Mobile phone masts or towers are not the only dangers to health because of the radiation they emit but cellular phones may also pose danger to one’s health.
The effect of mobile phone radiation on human health is the subject of recent interest and study, and as a result of the enormous increase in mobile phone usage throughout the world (as of June 2009), there were more than 4.3 billion subscriptions worldwide.
Mobile phones use electromagnetic radiation in the microwave range.
Other digital wireless systems, such as data communication networks, produce similar radiation.
The World Health Organi-sation (WHO) has classified mobile phone radiation on the International Agency for Research on Cancer (IARC) scale into Group 2B – possibly carcinogenic.
A carcinogen denotes any substance, or radiation that is an agent directly involved in causing cancer.
This means there ‘could be some risk’ of carcinogenicity, so additional research into the long-term, heavy use of mobile phones needs to be conducted.
Some national radiation advisory authorities have recommended measures to minimise exposure to their citizens as a precautionary approach.
The issues of radiation and their dangers are well known to the kingdom’s Consumer Association, and the chairman Bongani Mdluli, on Tuesday this week made it known that the Ministry of Information, Communications and Technology needed a commission of inquiry to look into this.

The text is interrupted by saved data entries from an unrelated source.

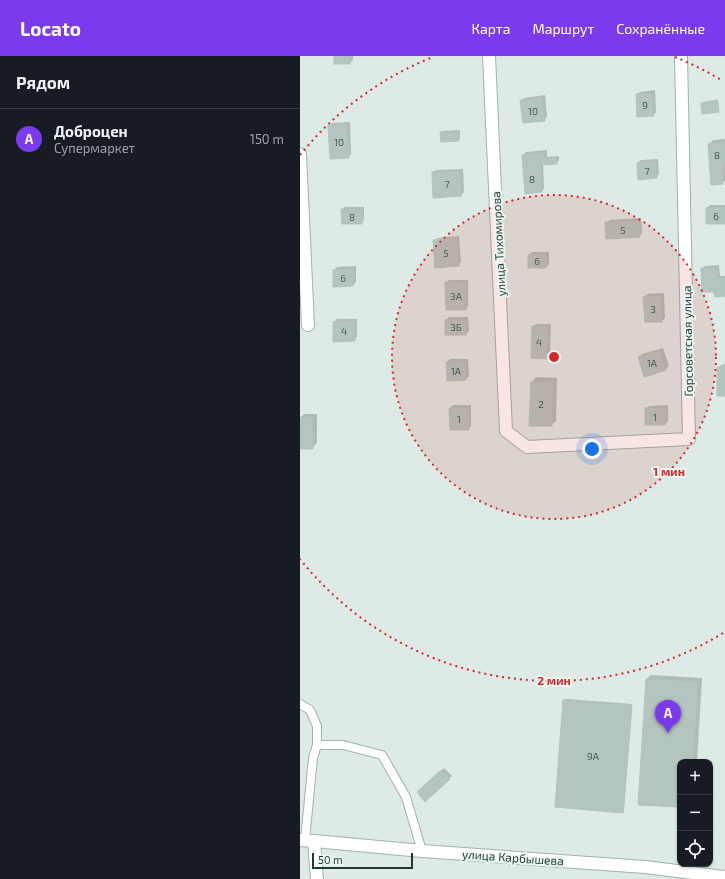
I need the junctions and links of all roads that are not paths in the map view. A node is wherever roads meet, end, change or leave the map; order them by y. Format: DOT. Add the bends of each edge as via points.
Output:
graph roads {
  1 [pos="489,56"];
  2 [pos="681,56"];
  3 [pos="300,154"];
  4 [pos="308,325"];
  5 [pos="506,431"];
  6 [pos="300,704"];
  7 [pos="317,745"];
  8 [pos="300,802"];
  9 [pos="308,806"];
  10 [pos="307,840"];
  11 [pos="422,850"];
  12 [pos="725,878"];
  13 [pos="317,879"];
  1 -- 5 [label="street, улица Тихомирова"];
  2 -- 5 [label="street, Горсоветская улица" via="689,439 527,447"];
  3 -- 4 [label="street"];
  6 -- 7 [label="lane" via="310,710 317,726"];
  7 -- 9 [label="lane" via="313,758"];
  7 -- 11 [label="lane" via="343,744 382,755 406,797"];
  8 -- 9 [label="lane"];
  9 -- 10 [label="lane"];
  10 -- 11 [label="street, улица Карбышева"];
  10 -- 13 [label="street"];
  11 -- 12 [label="street, улица Карбышева" via="645,867"];
}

There is growing concern internationally that the radiation from gadgets like the cellphone and cell-phone masts or towers needed to be minimised.
Many scientific studies have investigated possible health symptoms of mobile phone radiation. These studies are occasionally reviewed by some scientific committees to assess overall risks.
A recent assessment was published in 2007 by the European Commission Scientific Committee on Emerging and Newly Identified Health Risks (SCENIHR).
Part of the radio waves emitted by a mobile telephone handset are absorbed by the human head.
The radio waves emitted by a GSM handset can have a peak power of two watts, and a US analogue phone had a maximum transmit power of 3.6 watts.
The maximum power output from a mobile phone is regulated by the mobile phone standard and by the regulatory agencies in each country.
In most systems the cellphone and the base station check reception quality and signal strength and the power level is increased or decreased automatically, within a certain span, to accommodate different situations, such as inside or outside buildings and vehicles.
The rate at which radiation is absorbed by the human body is measured by the Specific Absorption Rate (SAR), and its maximum levels of modern handsets have been set by governmental regulating agencies in many countries.
In 2006, a large Danish study about the connection between mobile phone use and cancer incidence was published.
It followed over 420 000 Danish citizens for 20 years and showed no increased risk of cancer.
The German Federal Office for Radiation Protection (Bundesamt für Strahlenschutz) considers this report inconclusive.
A 2009 study examined the effects of exposure to Radio Frequency Radiation (RFR) emitted by standard GSM cell phones on the cognitive functions of humans.
The study confirmed longer (slower) response times to a spatial working memory task when exposed to RFR from a standard GSM cellular phone placed next to the head of male subjects, and showed that longer duration of exposure to RFR may increase the effects on performance.